- [Problem requirements] For every entry below, give it back exactly and leave out any image.
***** Material provided
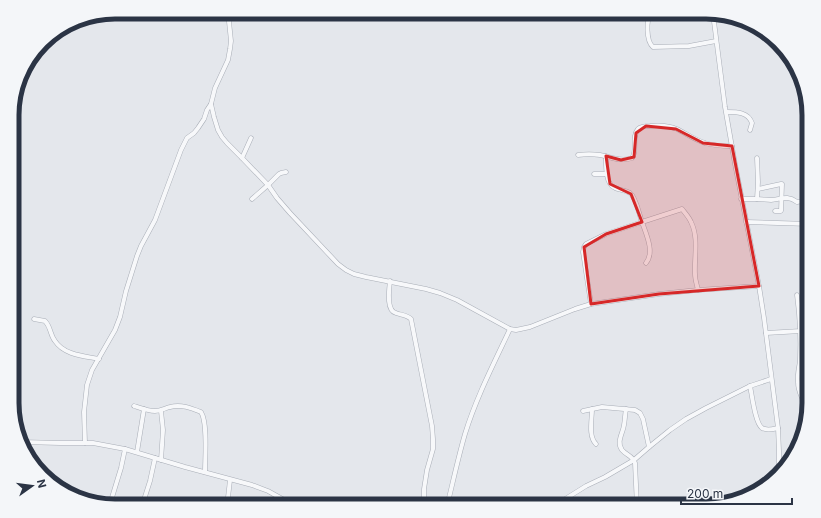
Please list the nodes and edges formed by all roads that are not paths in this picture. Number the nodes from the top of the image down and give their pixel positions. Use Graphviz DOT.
graph roads {
  1 [pos="229,19"];
  2 [pos="648,19"];
  3 [pos="714,20"];
  4 [pos="716,42"];
  5 [pos="211,104"];
  6 [pos="727,112"];
  7 [pos="750,130"];
  8 [pos="251,138"];
  9 [pos="732,146"];
  10 [pos="578,156"];
  11 [pos="606,156"];
  12 [pos="242,158"];
  13 [pos="757,158"];
  14 [pos="286,172"];
  15 [pos="594,174"];
  16 [pos="607,174"];
  17 [pos="268,185"];
  18 [pos="758,189"];
  19 [pos="781,198"];
  20 [pos="252,199"];
  21 [pos="741,199"];
  22 [pos="757,199"];
  23 [pos="802,201"];
  24 [pos="775,211"];
  25 [pos="642,222"];
  26 [pos="746,222"];
  27 [pos="802,224"];
  28 [pos="646,263"];
  29 [pos="390,281"];
  30 [pos="759,286"];
  31 [pos="698,290"];
  32 [pos="797,295"];
  33 [pos="591,304"];
  34 [pos="34,320"];
  35 [pos="510,329"];
  36 [pos="800,331"];
  37 [pos="766,333"];
  38 [pos="99,359"];
  39 [pos="771,379"];
  40 [pos="750,386"];
  41 [pos="802,396"];
  42 [pos="134,406"];
  43 [pos="144,409"];
  44 [pos="592,409"];
  45 [pos="626,409"];
  46 [pos="161,411"];
  47 [pos="583,411"];
  48 [pos="778,428"];
  49 [pos="28,442"];
  50 [pos="85,442"];
  51 [pos="596,444"];
  52 [pos="649,447"];
  53 [pos="125,449"];
  54 [pos="137,452"];
  55 [pos="155,458"];
  56 [pos="161,460"];
  57 [pos="634,460"];
  58 [pos="779,465"];
  59 [pos="205,472"];
  60 [pos="230,480"];
  61 [pos="111,499"];
  62 [pos="144,499"];
  63 [pos="228,499"];
  64 [pos="282,499"];
  65 [pos="424,499"];
  66 [pos="449,499"];
  67 [pos="565,499"];
  68 [pos="638,499"];
  1 -- 5 [label="street"];
  2 -- 4 [label="street"];
  3 -- 4 [label="street"];
  4 -- 6 [label="street"];
  5 -- 12 [label="street"];
  5 -- 38 [label="street"];
  6 -- 7 [label="street"];
  6 -- 9 [label="street"];
  8 -- 12 [label="street"];
  9 -- 11 [label="street"];
  9 -- 21 [label="street"];
  10 -- 11 [label="street"];
  11 -- 16 [label="street"];
  12 -- 17 [label="street"];
  13 -- 18 [label="street"];
  14 -- 17 [label="street"];
  15 -- 16 [label="street"];
  16 -- 25 [label="street"];
  17 -- 20 [label="street"];
  17 -- 29 [label="street"];
  18 -- 19 [label="street"];
  18 -- 22 [label="street"];
  19 -- 22 [label="street"];
  19 -- 23 [label="street"];
  19 -- 24 [label="street"];
  21 -- 22 [label="street"];
  21 -- 26 [label="street"];
  25 -- 28 [label="street"];
  25 -- 31 [label="street"];
  25 -- 33 [label="street"];
  26 -- 27 [label="street"];
  26 -- 30 [label="street"];
  29 -- 35 [label="street"];
  29 -- 65 [label="street"];
  30 -- 31 [label="street"];
  30 -- 37 [label="street"];
  31 -- 33 [label="street"];
  32 -- 36 [label="street"];
  33 -- 35 [label="street"];
  34 -- 38 [label="street"];
  35 -- 66 [label="street"];
  36 -- 37 [label="street"];
  36 -- 41 [label="street"];
  37 -- 39 [label="street"];
  38 -- 50 [label="street"];
  39 -- 40 [label="street"];
  39 -- 48 [label="street"];
  40 -- 48 [label="street"];
  40 -- 52 [label="street"];
  42 -- 43 [label="street"];
  43 -- 46 [label="street"];
  43 -- 54 [label="street"];
  44 -- 45 [label="street"];
  44 -- 47 [label="street"];
  44 -- 51 [label="street"];
  45 -- 52 [label="street"];
  45 -- 57 [label="street"];
  46 -- 56 [label="street"];
  46 -- 59 [label="street"];
  48 -- 58 [label="street"];
  49 -- 50 [label="street"];
  50 -- 53 [label="street"];
  52 -- 57 [label="street"];
  53 -- 54 [label="street"];
  53 -- 61 [label="street"];
  54 -- 55 [label="street"];
  55 -- 56 [label="street"];
  55 -- 62 [label="street"];
  56 -- 59 [label="street"];
  57 -- 67 [label="street"];
  57 -- 68 [label="street"];
  59 -- 60 [label="street"];
  60 -- 63 [label="street"];
  60 -- 64 [label="street"];
}
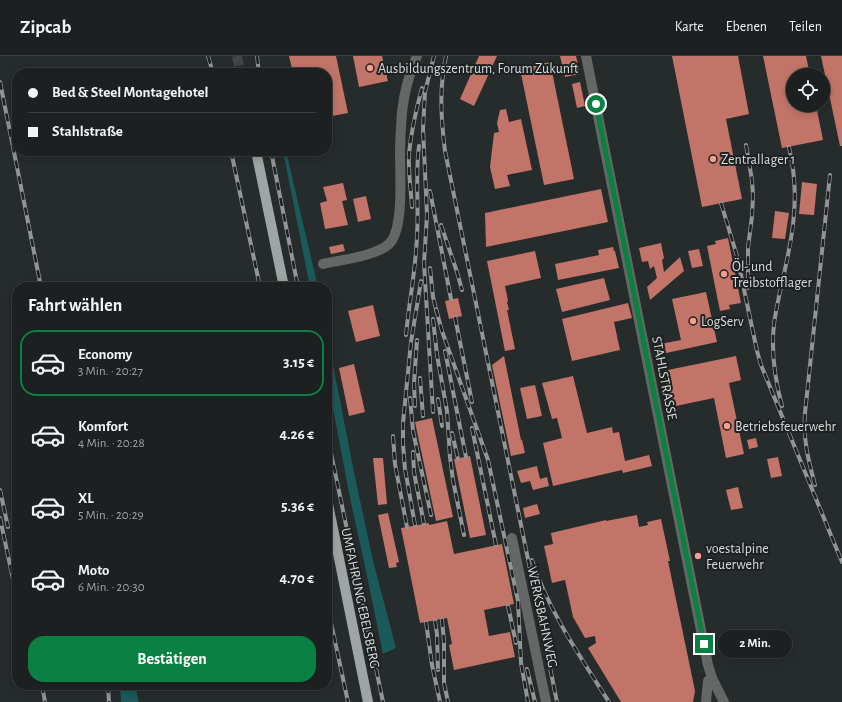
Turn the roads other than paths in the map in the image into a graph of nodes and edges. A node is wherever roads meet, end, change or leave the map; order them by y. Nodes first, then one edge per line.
1 (417, 56) edge
2 (586, 56) edge
3 (257, 156) edge
4 (323, 264) dead end
5 (283, 282) edge
6 (332, 524) edge
7 (512, 538) dead end
8 (712, 678) junction
9 (368, 702) edge
10 (546, 702) edge
11 (706, 702) edge
12 (724, 702) edge

1 - 4 street
2 - 8 street, STAHLSTRASSE
3 - 5 main road
6 - 9 main road, UMFAHRUNG EBELSBERG
7 - 10 street, WERKSBAHNWEG
8 - 11 street
8 - 12 street, STAHLSTRASSE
**********
- [Response box]
Please list the nodes and edges formed by all roads that are not paths in this picture. Number the nodes from the top of the image down and give their pixel positions. Use Graphviz DOT.
graph roads {
  1 [pos="229,19"];
  2 [pos="648,19"];
  3 [pos="714,20"];
  4 [pos="716,42"];
  5 [pos="211,104"];
  6 [pos="727,112"];
  7 [pos="750,130"];
  8 [pos="251,138"];
  9 [pos="732,146"];
  10 [pos="578,156"];
  11 [pos="606,156"];
  12 [pos="242,158"];
  13 [pos="757,158"];
  14 [pos="286,172"];
  15 [pos="594,174"];
  16 [pos="607,174"];
  17 [pos="268,185"];
  18 [pos="758,189"];
  19 [pos="781,198"];
  20 [pos="252,199"];
  21 [pos="741,199"];
  22 [pos="757,199"];
  23 [pos="802,201"];
  24 [pos="775,211"];
  25 [pos="642,222"];
  26 [pos="746,222"];
  27 [pos="802,224"];
  28 [pos="646,263"];
  29 [pos="390,281"];
  30 [pos="759,286"];
  31 [pos="698,290"];
  32 [pos="797,295"];
  33 [pos="591,304"];
  34 [pos="34,320"];
  35 [pos="510,329"];
  36 [pos="800,331"];
  37 [pos="766,333"];
  38 [pos="99,359"];
  39 [pos="771,379"];
  40 [pos="750,386"];
  41 [pos="802,396"];
  42 [pos="134,406"];
  43 [pos="144,409"];
  44 [pos="592,409"];
  45 [pos="626,409"];
  46 [pos="161,411"];
  47 [pos="583,411"];
  48 [pos="778,428"];
  49 [pos="28,442"];
  50 [pos="85,442"];
  51 [pos="596,444"];
  52 [pos="649,447"];
  53 [pos="125,449"];
  54 [pos="137,452"];
  55 [pos="155,458"];
  56 [pos="161,460"];
  57 [pos="634,460"];
  58 [pos="779,465"];
  59 [pos="205,472"];
  60 [pos="230,480"];
  61 [pos="111,499"];
  62 [pos="144,499"];
  63 [pos="228,499"];
  64 [pos="282,499"];
  65 [pos="424,499"];
  66 [pos="449,499"];
  67 [pos="565,499"];
  68 [pos="638,499"];
  1 -- 5 [label="street"];
  2 -- 4 [label="street"];
  3 -- 4 [label="street"];
  4 -- 6 [label="street"];
  5 -- 12 [label="street"];
  5 -- 38 [label="street"];
  6 -- 7 [label="street"];
  6 -- 9 [label="street"];
  8 -- 12 [label="street"];
  9 -- 11 [label="street"];
  9 -- 21 [label="street"];
  10 -- 11 [label="street"];
  11 -- 16 [label="street"];
  12 -- 17 [label="street"];
  13 -- 18 [label="street"];
  14 -- 17 [label="street"];
  15 -- 16 [label="street"];
  16 -- 25 [label="street"];
  17 -- 20 [label="street"];
  17 -- 29 [label="street"];
  18 -- 19 [label="street"];
  18 -- 22 [label="street"];
  19 -- 22 [label="street"];
  19 -- 23 [label="street"];
  19 -- 24 [label="street"];
  21 -- 22 [label="street"];
  21 -- 26 [label="street"];
  25 -- 28 [label="street"];
  25 -- 31 [label="street"];
  25 -- 33 [label="street"];
  26 -- 27 [label="street"];
  26 -- 30 [label="street"];
  29 -- 35 [label="street"];
  29 -- 65 [label="street"];
  30 -- 31 [label="street"];
  30 -- 37 [label="street"];
  31 -- 33 [label="street"];
  32 -- 36 [label="street"];
  33 -- 35 [label="street"];
  34 -- 38 [label="street"];
  35 -- 66 [label="street"];
  36 -- 37 [label="street"];
  36 -- 41 [label="street"];
  37 -- 39 [label="street"];
  38 -- 50 [label="street"];
  39 -- 40 [label="street"];
  39 -- 48 [label="street"];
  40 -- 48 [label="street"];
  40 -- 52 [label="street"];
  42 -- 43 [label="street"];
  43 -- 46 [label="street"];
  43 -- 54 [label="street"];
  44 -- 45 [label="street"];
  44 -- 47 [label="street"];
  44 -- 51 [label="street"];
  45 -- 52 [label="street"];
  45 -- 57 [label="street"];
  46 -- 56 [label="street"];
  46 -- 59 [label="street"];
  48 -- 58 [label="street"];
  49 -- 50 [label="street"];
  50 -- 53 [label="street"];
  52 -- 57 [label="street"];
  53 -- 54 [label="street"];
  53 -- 61 [label="street"];
  54 -- 55 [label="street"];
  55 -- 56 [label="street"];
  55 -- 62 [label="street"];
  56 -- 59 [label="street"];
  57 -- 67 [label="street"];
  57 -- 68 [label="street"];
  59 -- 60 [label="street"];
  60 -- 63 [label="street"];
  60 -- 64 [label="street"];
}
Turn the roads other than paths in the map in the image into a graph of nodes and edges. A node is wherever roads meet, end, change or leave the map; order them by y. Nodes first, then one edge per line.
1 (417, 56) edge
2 (586, 56) edge
3 (257, 156) edge
4 (323, 264) dead end
5 (283, 282) edge
6 (332, 524) edge
7 (512, 538) dead end
8 (712, 678) junction
9 (368, 702) edge
10 (546, 702) edge
11 (706, 702) edge
12 (724, 702) edge

1 - 4 street
2 - 8 street, STAHLSTRASSE
3 - 5 main road
6 - 9 main road, UMFAHRUNG EBELSBERG
7 - 10 street, WERKSBAHNWEG
8 - 11 street
8 - 12 street, STAHLSTRASSE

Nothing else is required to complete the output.